In fifteen vignettes, a Celestial Narrator delivers the cycle of Krishna’s life: he is born when the earth is crying for help; he is assumed into Paradise until the earth needs him again. The text, by Tavener, expounds a Blakean philosophy, namely that in any part of the universe is the whole universe. Tavener explained ‘The Narrator describes each scene in the simplest possible way. He moves freely in the audience, explaining the double meaning, charming, frightening and consoling us. The music is intensely vivid and highly dramatic’. The opera is palindromic in structure with a ravishing central love duet between Krishna as a young man (tenor) and Radha (soprano) at its emotional heart.

There are challenging aspects to the work’s staging: Krishna is given a ‘halo’ of eight flutes (four of them alto flutes) which are to be “aerially positioned”.


Krishna
(2005)
[or Krsnalīla or The Play of Krishna]
A mystical pantomime in fifteen scenes
Libretto by John Tavener (in English and Sanskrit)
Orchestration: 4+4afl1(obda)00/444(btbn)0/str/electronics
Duration: 95 mins

Cast

KRISHNA
as a child, treble or young soprano
as an adolescent, countertenor
as a young man, tenor
as a man, baritone

RADHA
as a child, young soprano
as a woman, soprano

YASHADA, the weeping cow, mezzo-soprano
RUKMINI, soprano
CELESTIAL NARRATOR, baritone

SATB Chorus (with additional children’s chorus is possible)


The History of the Opera

In 2003, Sir John Tavener and Head of Promotion Gill Graham met with a festival director, enthusiastic to commission an opera from the composer. John had been thinking about an opera about Krishna for some time, and despite circumstances eventually preventing the festival from proceeding with the commission, he was so inspired that he wrote passionately and without delay, completing the opera in 2005.
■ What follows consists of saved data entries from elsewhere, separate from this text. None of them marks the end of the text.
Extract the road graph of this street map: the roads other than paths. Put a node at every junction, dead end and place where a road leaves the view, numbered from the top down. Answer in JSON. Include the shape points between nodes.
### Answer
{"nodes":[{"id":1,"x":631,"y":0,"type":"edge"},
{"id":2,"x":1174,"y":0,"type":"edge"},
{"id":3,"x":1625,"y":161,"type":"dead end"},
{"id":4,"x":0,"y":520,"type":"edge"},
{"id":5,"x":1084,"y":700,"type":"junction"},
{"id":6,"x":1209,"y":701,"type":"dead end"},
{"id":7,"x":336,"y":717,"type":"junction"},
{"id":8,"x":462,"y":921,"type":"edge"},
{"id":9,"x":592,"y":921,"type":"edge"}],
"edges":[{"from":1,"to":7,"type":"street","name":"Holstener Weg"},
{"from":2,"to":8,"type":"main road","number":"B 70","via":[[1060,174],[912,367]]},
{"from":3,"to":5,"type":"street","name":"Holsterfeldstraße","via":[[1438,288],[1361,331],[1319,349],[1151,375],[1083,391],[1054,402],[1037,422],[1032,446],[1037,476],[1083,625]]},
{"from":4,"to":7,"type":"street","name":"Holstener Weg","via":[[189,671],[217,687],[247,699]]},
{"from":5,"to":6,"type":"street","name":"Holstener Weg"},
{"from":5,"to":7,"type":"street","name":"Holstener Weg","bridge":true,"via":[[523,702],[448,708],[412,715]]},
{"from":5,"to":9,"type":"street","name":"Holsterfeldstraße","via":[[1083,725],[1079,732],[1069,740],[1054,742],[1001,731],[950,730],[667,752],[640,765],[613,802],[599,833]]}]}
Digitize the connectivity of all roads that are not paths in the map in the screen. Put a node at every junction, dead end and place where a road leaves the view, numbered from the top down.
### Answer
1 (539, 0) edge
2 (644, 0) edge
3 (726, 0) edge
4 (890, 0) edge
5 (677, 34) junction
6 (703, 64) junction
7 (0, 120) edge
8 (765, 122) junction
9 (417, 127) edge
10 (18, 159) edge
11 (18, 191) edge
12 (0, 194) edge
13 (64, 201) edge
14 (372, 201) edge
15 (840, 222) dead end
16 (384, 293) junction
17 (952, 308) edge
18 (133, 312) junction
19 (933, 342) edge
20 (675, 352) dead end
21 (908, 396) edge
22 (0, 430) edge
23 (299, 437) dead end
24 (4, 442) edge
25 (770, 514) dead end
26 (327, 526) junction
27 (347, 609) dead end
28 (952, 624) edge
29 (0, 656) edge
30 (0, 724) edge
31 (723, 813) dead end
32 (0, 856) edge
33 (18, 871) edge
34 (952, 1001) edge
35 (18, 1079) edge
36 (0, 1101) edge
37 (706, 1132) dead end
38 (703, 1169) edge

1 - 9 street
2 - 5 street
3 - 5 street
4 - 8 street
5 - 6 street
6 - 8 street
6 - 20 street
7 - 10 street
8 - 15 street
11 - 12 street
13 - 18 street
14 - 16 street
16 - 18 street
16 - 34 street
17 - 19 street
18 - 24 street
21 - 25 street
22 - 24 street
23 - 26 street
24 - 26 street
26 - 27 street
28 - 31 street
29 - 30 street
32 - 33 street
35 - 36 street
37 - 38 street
Even generally John wrote feverishly, composing over 300 works – particularly in the early 2000s an especially productive period of big choral-orchestral works including Lament for Jerusalem (2002), The Beautiful Names (2004), and Miroir des Poèmes (2006), Sollemnitas in Conceptione Immaculata Beatae Mariae Virginis (2006) – all not long written after the completion of his epic 8-hour choral vigil The Veil of the Temple in 2002. As John wrote these amazing works with ease, the manuscript for Krishna was left aside for a moment.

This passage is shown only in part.